Life changing response to successive surgical interventions on cranial venous outflow: A case report on chronic fatigue syndrome
1Department of Radiology, Addenbrooke’s Hospital, Cambridge, United Kingdom
2Skull Base Unit, Addenbrooke’s Hospital, Cambridge, United Kingdom
3Department of Medicine, University of Cambridge, Cambridge, United Kingdom
4Deparment of Infectious Diseases, Addenbrooke’s Hospital, Cambridge, United Kingdom
Recognition of similarities between chronic fatigue syndrome and idiopathic intracranial hypertension (IIH) has raised suggestions that they might be connected, with chronic fatigue syndrome representing a mild version of IIH, sharing many of its symptoms, but without the signature features of elevated intracranial pressure that characterize the complete syndrome. A further development of this idea factors in the effects of a cerebrospinal fluid leak, a known complication of IIH, to explain cases where symptoms seem out of proportion to the apparent physiological disturbance.

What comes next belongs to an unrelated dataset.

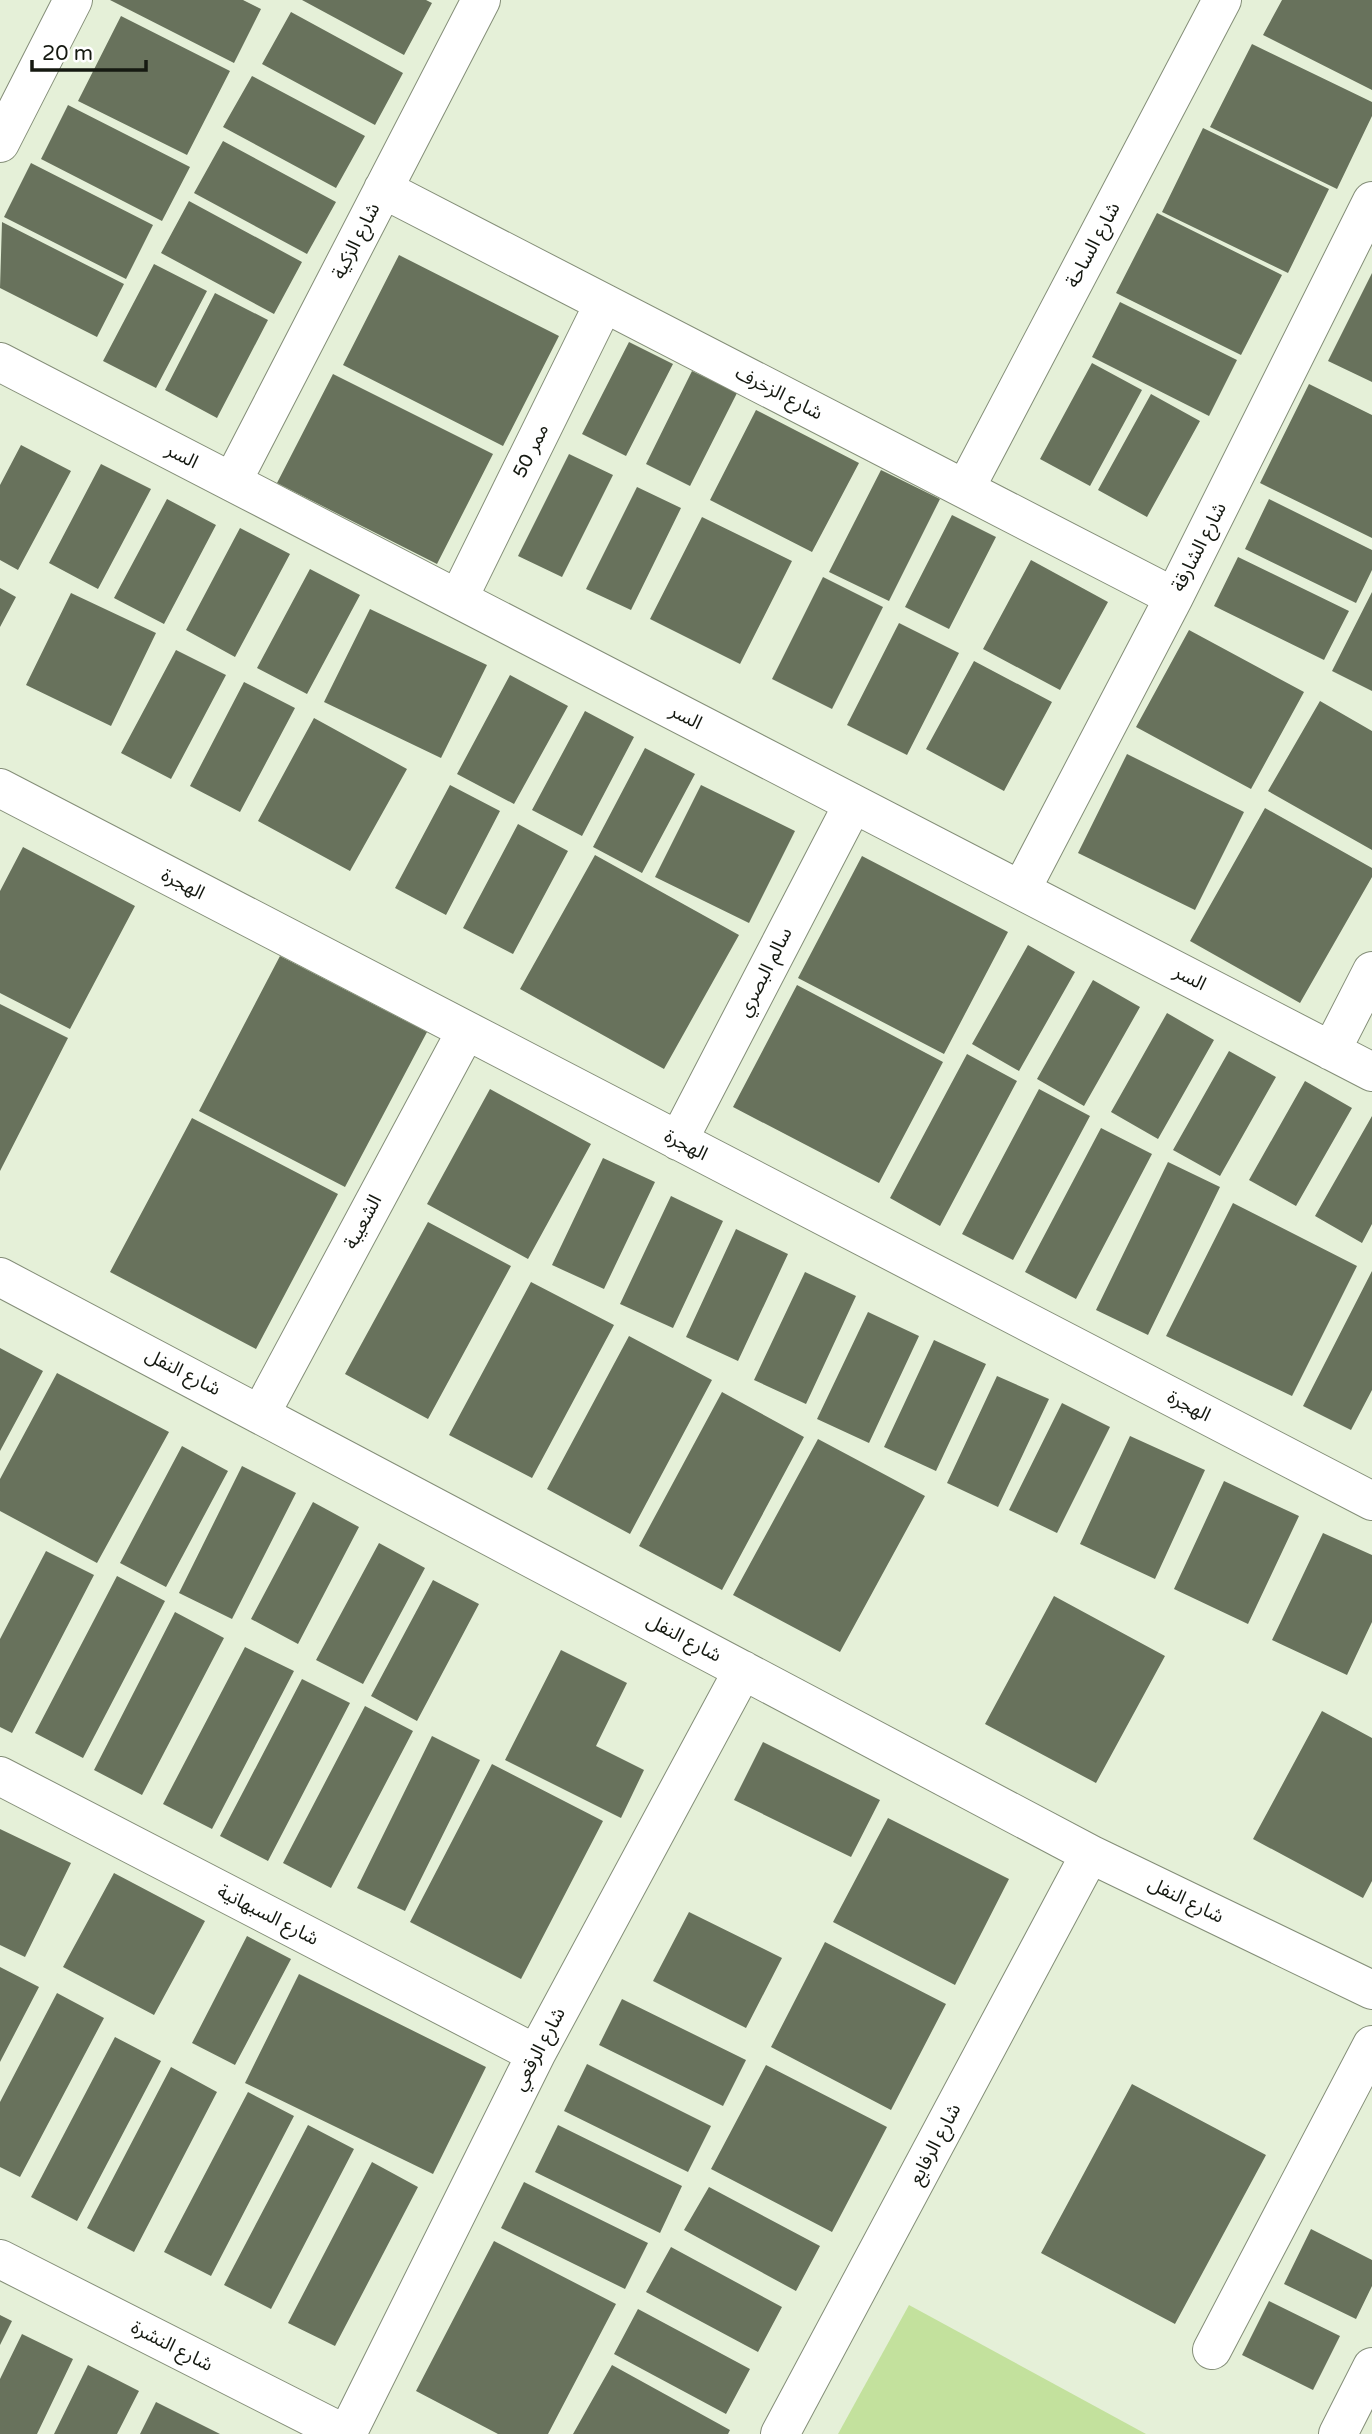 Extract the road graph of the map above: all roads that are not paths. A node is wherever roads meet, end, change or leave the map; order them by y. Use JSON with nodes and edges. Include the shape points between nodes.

Cranial venous outflow obstruction has been proposed as the pathological substrate. We describe a patient with multiple symptoms, including headache and disabling fatigue, in which this model guided investigation and treatment. Specifically, CT and catheter venography identified focal narrowings of both jugular and the left brachiocephalic veins. Treatment of brachiocephalic obstruction was not feasible. However, in separate surgical procedures, relief of jugular venous obstruction produced incremental and significant clinical improvements which have proven durable over the length of follow-up. We suggest that investigating chronic fatigue syndrome under this model might not only bring benefit to individual patients but also will provide new insights into IIH and its relationship with spontaneous intracranial hypotension.